Seriously, the biggest accomplishments to date have included formal proofs of the Jordan Curve Theorem (75,000 lines) and the Prime Number Theorem (30,000 lines). If you want to know which other famous theorems have been formalized, check out

this excellent page. Or look at

these notes by Harvey Friedman, which cut through the crap and tell us exactly where things stand.

A huge part of the problem in this field seems to be that there's neither a standard proof format nor a standard proof repository -- no TeX or HTML, no arXiv or Wikipedia. Besides HOL Light, there's also

ProofPower,

Isabelle,

Coq,

Mizar, and several other competitors. I'd probably go with Mizar, simply because the proofs in it look the most to me like actual math.

Friedman gives machine-readable proofs fifty years to catch on among "real" mathematicians. That seems about right -- though the time could be reduced if the Don Knuth, Tim Berners-Lee, Paul Ginsparg, or Jimmy Wales of proof-checking were to appear between now and then. As usual, it mostly comes down to humans.

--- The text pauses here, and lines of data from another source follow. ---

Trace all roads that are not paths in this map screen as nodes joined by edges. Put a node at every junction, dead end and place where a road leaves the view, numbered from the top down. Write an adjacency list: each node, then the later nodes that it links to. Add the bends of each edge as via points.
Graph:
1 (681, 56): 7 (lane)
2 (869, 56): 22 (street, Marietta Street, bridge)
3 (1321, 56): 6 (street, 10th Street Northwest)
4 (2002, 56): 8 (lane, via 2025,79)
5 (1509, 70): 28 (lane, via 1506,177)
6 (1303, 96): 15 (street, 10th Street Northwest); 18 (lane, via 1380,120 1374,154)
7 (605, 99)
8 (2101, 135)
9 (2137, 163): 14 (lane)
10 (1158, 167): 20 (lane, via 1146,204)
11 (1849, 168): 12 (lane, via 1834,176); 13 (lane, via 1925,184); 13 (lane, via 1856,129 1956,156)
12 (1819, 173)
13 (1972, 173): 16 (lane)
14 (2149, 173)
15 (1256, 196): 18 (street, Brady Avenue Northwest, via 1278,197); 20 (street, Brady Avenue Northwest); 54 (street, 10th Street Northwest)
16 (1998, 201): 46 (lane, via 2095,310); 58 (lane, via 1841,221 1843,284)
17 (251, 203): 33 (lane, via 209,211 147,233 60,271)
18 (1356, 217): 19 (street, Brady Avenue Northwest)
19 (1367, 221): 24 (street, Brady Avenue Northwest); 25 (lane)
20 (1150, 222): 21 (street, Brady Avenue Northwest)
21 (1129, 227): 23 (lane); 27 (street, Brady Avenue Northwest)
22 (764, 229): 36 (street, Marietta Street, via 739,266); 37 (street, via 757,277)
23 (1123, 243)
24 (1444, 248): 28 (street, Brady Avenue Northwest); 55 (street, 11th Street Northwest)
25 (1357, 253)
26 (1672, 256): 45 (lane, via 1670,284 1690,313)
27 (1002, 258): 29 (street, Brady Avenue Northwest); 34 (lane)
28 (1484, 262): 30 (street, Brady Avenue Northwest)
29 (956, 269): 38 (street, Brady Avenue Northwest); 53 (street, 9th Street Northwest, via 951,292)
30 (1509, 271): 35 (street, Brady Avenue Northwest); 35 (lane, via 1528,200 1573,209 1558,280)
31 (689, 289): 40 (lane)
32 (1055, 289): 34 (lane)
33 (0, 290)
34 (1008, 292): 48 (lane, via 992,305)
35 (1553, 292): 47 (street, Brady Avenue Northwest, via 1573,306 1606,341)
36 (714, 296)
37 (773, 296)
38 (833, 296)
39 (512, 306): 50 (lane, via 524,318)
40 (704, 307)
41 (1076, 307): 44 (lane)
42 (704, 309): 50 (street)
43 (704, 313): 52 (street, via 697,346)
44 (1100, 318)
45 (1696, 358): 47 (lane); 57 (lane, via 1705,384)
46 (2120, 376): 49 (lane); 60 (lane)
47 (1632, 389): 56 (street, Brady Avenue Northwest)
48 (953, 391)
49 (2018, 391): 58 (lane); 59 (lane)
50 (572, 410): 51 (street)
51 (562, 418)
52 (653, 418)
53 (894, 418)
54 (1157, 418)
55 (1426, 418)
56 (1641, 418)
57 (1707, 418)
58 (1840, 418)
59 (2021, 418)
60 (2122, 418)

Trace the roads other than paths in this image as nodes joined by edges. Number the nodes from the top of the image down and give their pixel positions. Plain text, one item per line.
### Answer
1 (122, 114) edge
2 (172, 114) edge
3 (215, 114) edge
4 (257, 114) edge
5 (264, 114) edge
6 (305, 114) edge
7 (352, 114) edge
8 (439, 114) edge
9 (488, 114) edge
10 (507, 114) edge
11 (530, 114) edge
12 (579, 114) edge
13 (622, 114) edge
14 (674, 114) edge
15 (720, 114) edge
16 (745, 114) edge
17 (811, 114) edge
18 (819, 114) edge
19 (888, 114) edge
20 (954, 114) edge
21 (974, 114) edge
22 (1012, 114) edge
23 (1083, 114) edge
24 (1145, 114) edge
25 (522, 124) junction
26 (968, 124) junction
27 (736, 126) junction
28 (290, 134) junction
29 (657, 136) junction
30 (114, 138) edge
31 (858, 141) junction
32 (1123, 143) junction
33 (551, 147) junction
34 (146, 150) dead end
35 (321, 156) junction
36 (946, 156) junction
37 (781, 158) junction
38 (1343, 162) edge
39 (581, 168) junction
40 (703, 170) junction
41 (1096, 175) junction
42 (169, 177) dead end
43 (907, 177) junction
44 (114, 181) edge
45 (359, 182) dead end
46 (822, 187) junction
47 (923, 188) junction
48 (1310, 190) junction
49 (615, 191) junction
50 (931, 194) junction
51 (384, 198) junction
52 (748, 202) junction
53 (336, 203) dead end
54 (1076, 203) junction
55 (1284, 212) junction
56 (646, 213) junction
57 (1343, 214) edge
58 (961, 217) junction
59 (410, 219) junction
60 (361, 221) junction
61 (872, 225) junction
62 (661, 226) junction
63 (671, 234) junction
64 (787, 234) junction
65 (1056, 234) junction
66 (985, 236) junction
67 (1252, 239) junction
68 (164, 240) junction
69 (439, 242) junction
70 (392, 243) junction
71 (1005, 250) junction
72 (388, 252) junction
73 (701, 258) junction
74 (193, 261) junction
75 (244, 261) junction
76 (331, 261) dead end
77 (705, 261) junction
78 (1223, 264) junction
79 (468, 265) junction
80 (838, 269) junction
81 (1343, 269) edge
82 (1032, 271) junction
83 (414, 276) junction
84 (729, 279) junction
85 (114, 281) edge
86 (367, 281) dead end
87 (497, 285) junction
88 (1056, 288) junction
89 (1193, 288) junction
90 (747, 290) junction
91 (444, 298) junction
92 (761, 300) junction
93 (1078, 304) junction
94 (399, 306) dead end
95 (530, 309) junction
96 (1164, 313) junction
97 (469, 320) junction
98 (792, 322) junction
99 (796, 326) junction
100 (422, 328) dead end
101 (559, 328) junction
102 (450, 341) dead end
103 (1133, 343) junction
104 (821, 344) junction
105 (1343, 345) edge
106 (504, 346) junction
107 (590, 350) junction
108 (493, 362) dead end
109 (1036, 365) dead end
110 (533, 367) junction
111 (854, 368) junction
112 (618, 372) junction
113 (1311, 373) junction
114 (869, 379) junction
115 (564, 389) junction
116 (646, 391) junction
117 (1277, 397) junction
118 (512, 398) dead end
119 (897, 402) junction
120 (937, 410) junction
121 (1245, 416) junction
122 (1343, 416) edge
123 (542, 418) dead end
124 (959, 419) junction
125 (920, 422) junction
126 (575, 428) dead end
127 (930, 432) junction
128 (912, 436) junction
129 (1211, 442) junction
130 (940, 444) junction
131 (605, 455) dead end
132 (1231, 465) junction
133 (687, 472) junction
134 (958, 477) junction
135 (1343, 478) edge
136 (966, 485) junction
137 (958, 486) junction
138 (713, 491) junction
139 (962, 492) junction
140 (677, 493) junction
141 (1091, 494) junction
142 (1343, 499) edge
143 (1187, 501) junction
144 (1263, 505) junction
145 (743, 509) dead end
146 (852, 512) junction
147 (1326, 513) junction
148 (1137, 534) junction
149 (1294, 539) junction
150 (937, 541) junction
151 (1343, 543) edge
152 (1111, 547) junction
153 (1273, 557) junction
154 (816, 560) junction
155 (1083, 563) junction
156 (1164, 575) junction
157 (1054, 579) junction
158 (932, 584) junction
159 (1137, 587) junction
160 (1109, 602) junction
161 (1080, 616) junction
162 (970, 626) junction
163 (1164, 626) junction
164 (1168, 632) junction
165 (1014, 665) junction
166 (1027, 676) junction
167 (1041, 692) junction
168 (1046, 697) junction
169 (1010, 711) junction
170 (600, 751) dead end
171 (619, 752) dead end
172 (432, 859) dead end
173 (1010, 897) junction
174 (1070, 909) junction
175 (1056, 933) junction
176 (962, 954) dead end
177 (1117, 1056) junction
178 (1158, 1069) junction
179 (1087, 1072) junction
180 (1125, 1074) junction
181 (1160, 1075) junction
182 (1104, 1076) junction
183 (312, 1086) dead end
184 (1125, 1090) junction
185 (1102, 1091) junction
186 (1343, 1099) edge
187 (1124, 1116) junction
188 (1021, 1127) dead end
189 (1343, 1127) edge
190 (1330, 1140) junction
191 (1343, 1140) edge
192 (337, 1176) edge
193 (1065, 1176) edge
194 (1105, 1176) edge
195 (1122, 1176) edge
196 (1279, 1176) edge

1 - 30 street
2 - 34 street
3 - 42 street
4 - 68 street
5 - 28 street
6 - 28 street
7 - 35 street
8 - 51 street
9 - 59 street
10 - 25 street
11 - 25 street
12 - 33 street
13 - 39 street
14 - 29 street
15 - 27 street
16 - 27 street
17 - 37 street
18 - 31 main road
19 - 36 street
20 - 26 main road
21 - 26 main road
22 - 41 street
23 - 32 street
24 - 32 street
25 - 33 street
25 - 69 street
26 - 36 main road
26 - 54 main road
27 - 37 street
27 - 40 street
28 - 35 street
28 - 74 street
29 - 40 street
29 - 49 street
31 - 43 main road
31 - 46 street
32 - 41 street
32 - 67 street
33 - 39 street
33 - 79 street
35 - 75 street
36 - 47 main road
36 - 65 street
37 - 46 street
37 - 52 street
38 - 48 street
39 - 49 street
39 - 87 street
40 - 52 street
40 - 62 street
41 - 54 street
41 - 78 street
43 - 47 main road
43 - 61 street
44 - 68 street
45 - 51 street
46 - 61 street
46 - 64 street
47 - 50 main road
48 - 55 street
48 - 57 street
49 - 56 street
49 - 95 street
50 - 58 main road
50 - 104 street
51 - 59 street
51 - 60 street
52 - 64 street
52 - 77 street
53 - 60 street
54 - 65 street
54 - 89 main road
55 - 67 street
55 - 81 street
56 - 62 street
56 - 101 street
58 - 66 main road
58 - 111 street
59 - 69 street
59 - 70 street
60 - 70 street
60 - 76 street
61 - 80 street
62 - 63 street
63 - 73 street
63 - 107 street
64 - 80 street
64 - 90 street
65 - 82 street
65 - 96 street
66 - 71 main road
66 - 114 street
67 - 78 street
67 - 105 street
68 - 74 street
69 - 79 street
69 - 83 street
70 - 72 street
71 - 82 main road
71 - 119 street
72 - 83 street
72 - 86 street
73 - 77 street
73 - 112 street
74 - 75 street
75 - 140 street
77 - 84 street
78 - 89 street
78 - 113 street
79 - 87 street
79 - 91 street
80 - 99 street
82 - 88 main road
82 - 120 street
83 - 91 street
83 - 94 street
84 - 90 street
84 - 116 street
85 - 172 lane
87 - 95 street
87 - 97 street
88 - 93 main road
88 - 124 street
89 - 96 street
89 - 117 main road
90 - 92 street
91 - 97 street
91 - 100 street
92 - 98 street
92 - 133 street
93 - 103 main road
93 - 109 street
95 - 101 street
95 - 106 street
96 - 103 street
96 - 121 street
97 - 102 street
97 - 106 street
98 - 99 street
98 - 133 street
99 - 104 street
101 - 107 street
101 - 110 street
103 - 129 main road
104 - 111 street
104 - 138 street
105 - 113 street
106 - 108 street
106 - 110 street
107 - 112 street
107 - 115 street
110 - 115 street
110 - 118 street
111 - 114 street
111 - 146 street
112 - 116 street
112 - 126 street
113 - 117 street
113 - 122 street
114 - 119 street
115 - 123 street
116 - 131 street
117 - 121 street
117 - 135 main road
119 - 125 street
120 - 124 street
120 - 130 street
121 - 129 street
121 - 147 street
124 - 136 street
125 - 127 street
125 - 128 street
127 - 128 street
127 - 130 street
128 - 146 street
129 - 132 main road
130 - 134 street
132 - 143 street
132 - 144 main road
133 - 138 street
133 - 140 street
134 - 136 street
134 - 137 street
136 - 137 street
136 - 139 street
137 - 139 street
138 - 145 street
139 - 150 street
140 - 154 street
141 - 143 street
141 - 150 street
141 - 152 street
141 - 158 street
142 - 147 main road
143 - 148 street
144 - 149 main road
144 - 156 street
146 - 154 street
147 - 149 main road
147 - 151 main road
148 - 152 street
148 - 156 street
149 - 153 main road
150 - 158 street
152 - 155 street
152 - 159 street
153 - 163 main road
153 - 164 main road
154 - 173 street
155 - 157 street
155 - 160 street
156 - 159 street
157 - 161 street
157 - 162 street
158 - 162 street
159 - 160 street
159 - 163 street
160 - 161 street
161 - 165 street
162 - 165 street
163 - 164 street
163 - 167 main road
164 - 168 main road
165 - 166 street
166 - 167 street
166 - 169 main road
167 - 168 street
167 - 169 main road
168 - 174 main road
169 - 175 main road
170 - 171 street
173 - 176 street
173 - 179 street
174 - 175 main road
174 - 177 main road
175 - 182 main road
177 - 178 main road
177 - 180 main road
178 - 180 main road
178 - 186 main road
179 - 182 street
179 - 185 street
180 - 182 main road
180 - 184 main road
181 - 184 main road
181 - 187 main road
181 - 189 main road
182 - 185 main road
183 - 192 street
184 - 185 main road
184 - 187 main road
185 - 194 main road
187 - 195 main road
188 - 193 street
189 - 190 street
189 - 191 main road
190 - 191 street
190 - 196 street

Update: Freek Wiedijk put together a

fantastic online book, which shows the proofs that the square root of 2 is irrational in 17 different formal systems. The

"QED Manifesto" is also worth a look. This manifesto makes it clear that there

are people in the formal verification world with a broad enough vision -- if you like, the

Ted Nelsons of proof-checking. Nelson is the guy who dreamed in 1960 of creating a global hypertext network. In his case, it took 35 years for the dream to turn into software and protocols that people actually wanted to use (not that Nelson himself is at all happy with the result). How long will it take in the case of proof-checking?